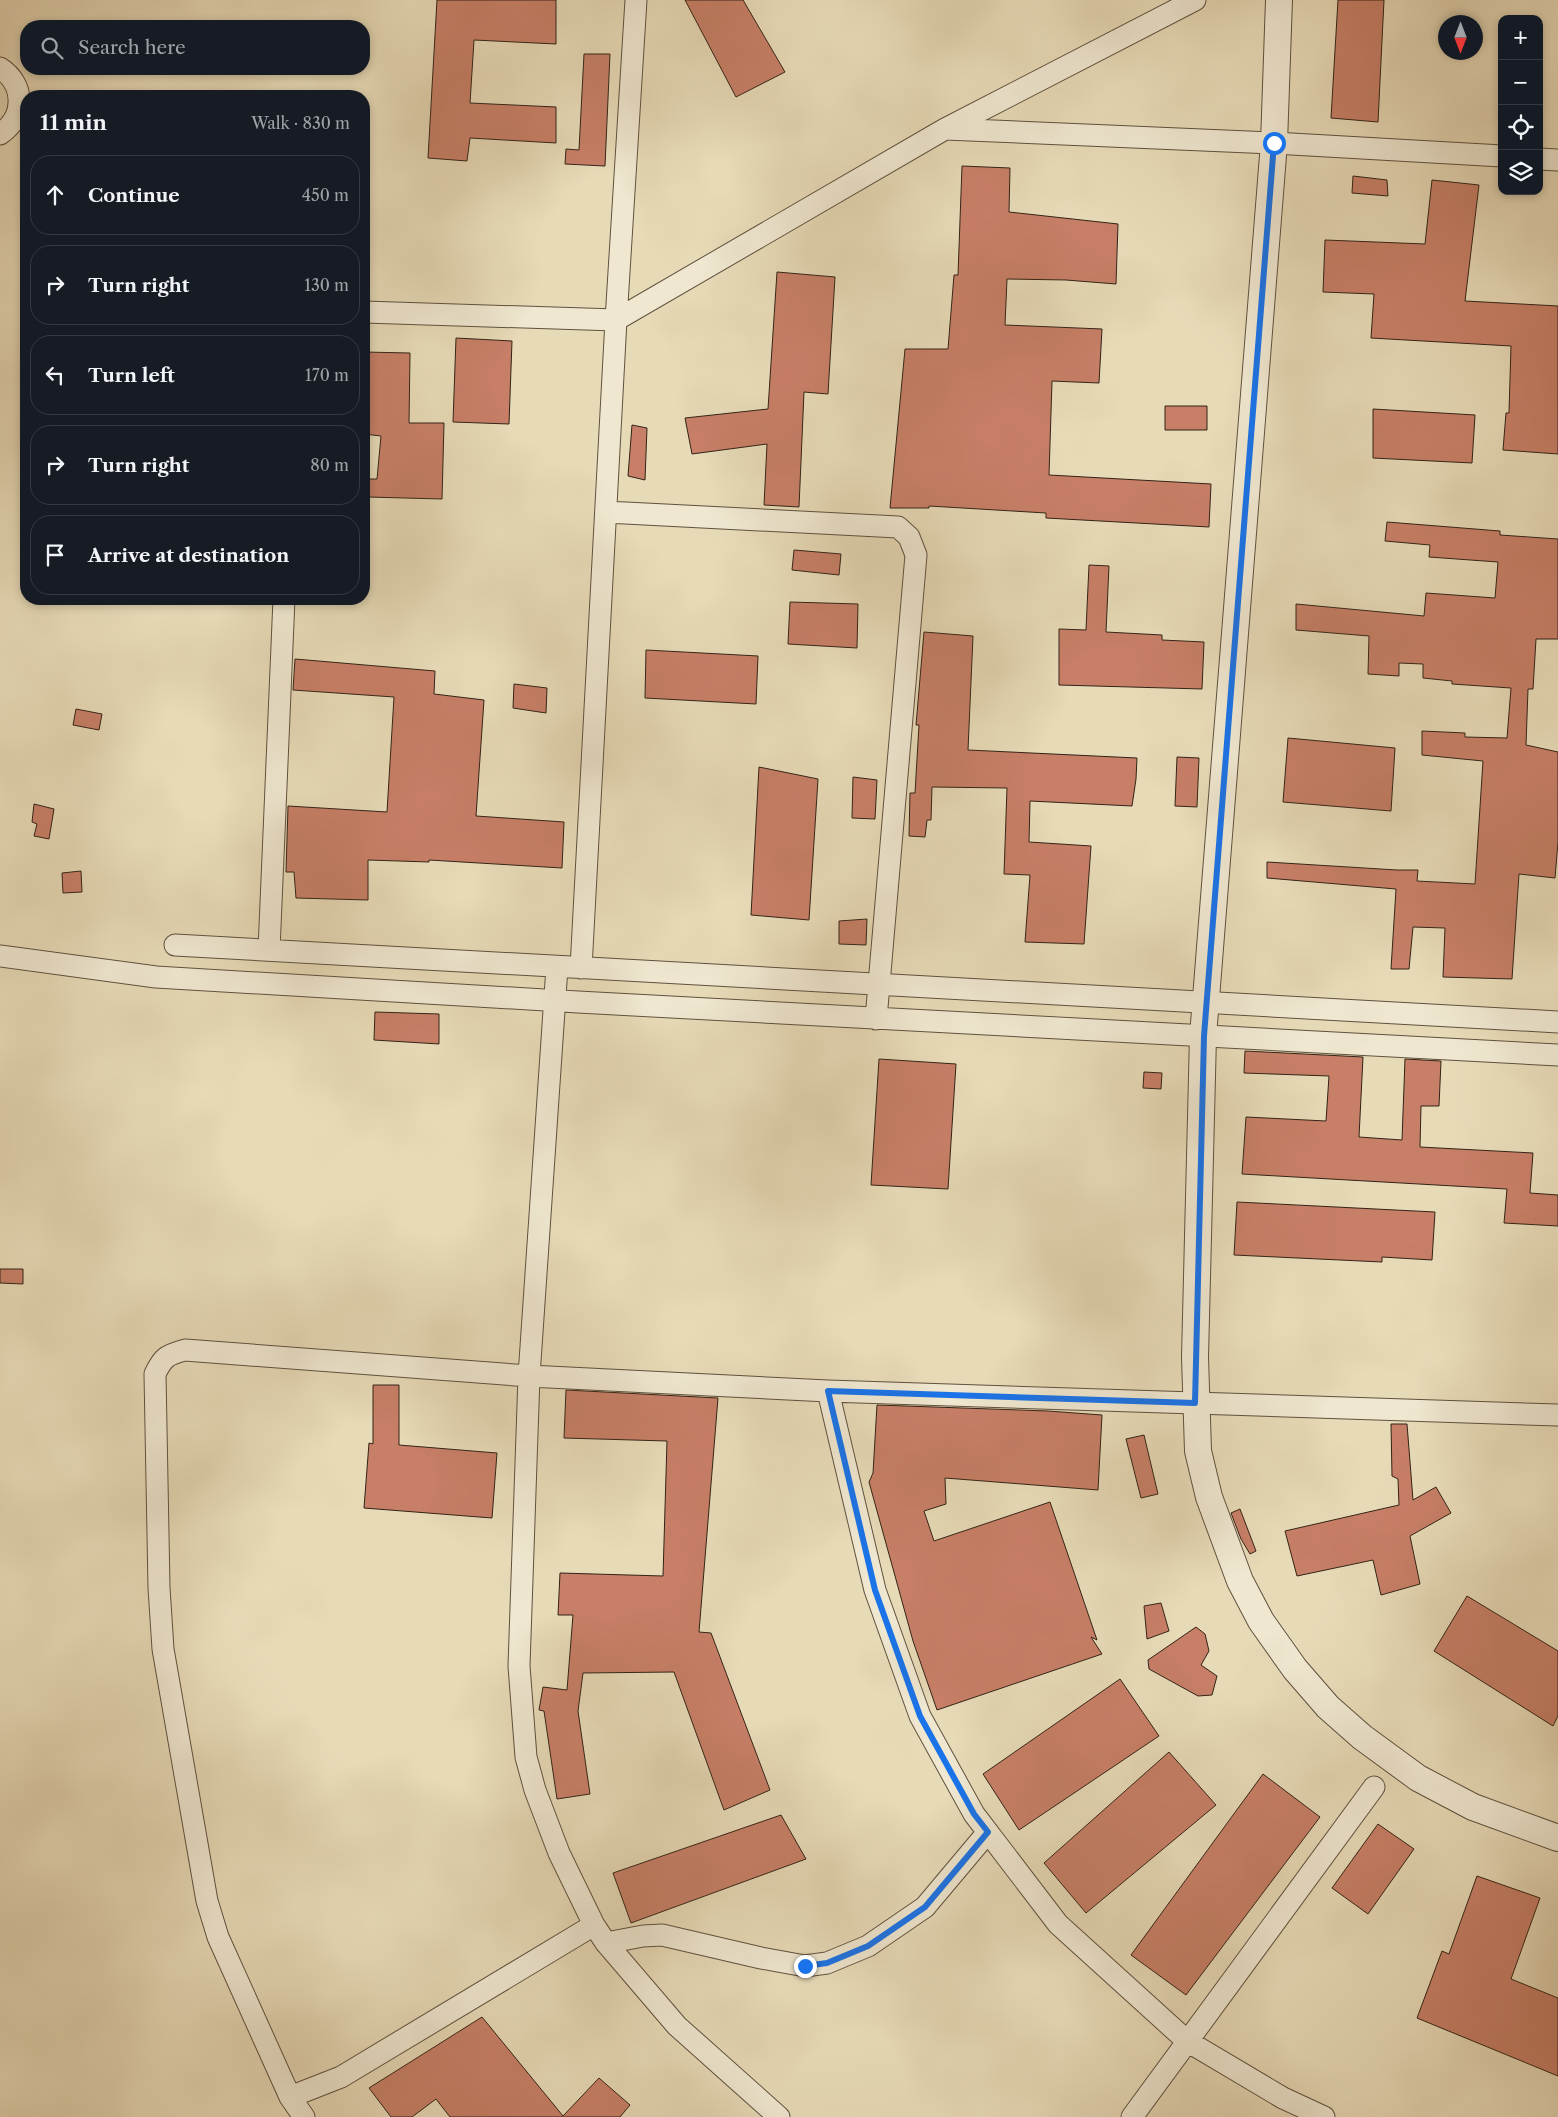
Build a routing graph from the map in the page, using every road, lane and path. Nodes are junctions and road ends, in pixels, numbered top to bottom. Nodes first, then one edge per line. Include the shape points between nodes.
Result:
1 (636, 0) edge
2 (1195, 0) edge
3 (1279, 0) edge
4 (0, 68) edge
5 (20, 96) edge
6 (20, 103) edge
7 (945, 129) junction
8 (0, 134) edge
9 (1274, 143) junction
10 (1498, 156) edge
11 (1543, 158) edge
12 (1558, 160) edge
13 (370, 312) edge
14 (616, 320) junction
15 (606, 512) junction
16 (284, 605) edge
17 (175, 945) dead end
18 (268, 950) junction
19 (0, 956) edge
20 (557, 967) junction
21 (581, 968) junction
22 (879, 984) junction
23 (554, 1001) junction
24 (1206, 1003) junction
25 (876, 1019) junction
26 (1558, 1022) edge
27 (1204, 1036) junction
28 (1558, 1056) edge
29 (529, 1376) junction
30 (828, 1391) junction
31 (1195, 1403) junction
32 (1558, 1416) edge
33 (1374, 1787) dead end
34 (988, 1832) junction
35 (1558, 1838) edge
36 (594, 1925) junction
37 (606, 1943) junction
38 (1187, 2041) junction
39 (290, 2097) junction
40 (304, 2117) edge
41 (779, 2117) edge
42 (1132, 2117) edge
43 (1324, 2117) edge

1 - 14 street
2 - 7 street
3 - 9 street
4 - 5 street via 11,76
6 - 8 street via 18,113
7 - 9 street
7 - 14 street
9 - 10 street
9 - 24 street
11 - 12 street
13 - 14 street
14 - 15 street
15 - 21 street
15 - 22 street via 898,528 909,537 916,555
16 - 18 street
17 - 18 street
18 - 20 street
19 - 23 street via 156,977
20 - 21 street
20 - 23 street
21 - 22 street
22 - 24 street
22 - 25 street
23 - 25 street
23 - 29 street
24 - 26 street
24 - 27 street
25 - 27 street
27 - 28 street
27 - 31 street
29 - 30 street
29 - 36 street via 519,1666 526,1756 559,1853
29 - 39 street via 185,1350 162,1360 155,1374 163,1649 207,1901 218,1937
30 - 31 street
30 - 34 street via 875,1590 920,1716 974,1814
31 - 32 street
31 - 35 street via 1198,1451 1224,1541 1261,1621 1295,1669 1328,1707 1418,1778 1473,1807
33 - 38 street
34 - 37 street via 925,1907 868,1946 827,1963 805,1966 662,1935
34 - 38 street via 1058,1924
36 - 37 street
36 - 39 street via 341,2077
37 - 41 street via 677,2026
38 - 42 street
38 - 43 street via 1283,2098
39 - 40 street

# # # # #

§ Problem requirements
Print the material word for word without images.

§ Task response
Build a routing graph from the map in the page, using every road, lane and path. Nodes are junctions and road ends, in pixels, numbered top to bottom. Nodes first, then one edge per line. Include the shape points between nodes.
Result:
1 (636, 0) edge
2 (1195, 0) edge
3 (1279, 0) edge
4 (0, 68) edge
5 (20, 96) edge
6 (20, 103) edge
7 (945, 129) junction
8 (0, 134) edge
9 (1274, 143) junction
10 (1498, 156) edge
11 (1543, 158) edge
12 (1558, 160) edge
13 (370, 312) edge
14 (616, 320) junction
15 (606, 512) junction
16 (284, 605) edge
17 (175, 945) dead end
18 (268, 950) junction
19 (0, 956) edge
20 (557, 967) junction
21 (581, 968) junction
22 (879, 984) junction
23 (554, 1001) junction
24 (1206, 1003) junction
25 (876, 1019) junction
26 (1558, 1022) edge
27 (1204, 1036) junction
28 (1558, 1056) edge
29 (529, 1376) junction
30 (828, 1391) junction
31 (1195, 1403) junction
32 (1558, 1416) edge
33 (1374, 1787) dead end
34 (988, 1832) junction
35 (1558, 1838) edge
36 (594, 1925) junction
37 (606, 1943) junction
38 (1187, 2041) junction
39 (290, 2097) junction
40 (304, 2117) edge
41 (779, 2117) edge
42 (1132, 2117) edge
43 (1324, 2117) edge

1 - 14 street
2 - 7 street
3 - 9 street
4 - 5 street via 11,76
6 - 8 street via 18,113
7 - 9 street
7 - 14 street
9 - 10 street
9 - 24 street
11 - 12 street
13 - 14 street
14 - 15 street
15 - 21 street
15 - 22 street via 898,528 909,537 916,555
16 - 18 street
17 - 18 street
18 - 20 street
19 - 23 street via 156,977
20 - 21 street
20 - 23 street
21 - 22 street
22 - 24 street
22 - 25 street
23 - 25 street
23 - 29 street
24 - 26 street
24 - 27 street
25 - 27 street
27 - 28 street
27 - 31 street
29 - 30 street
29 - 36 street via 519,1666 526,1756 559,1853
29 - 39 street via 185,1350 162,1360 155,1374 163,1649 207,1901 218,1937
30 - 31 street
30 - 34 street via 875,1590 920,1716 974,1814
31 - 32 street
31 - 35 street via 1198,1451 1224,1541 1261,1621 1295,1669 1328,1707 1418,1778 1473,1807
33 - 38 street
34 - 37 street via 925,1907 868,1946 827,1963 805,1966 662,1935
34 - 38 street via 1058,1924
36 - 37 street
36 - 39 street via 341,2077
37 - 41 street via 677,2026
38 - 42 street
38 - 43 street via 1283,2098
39 - 40 street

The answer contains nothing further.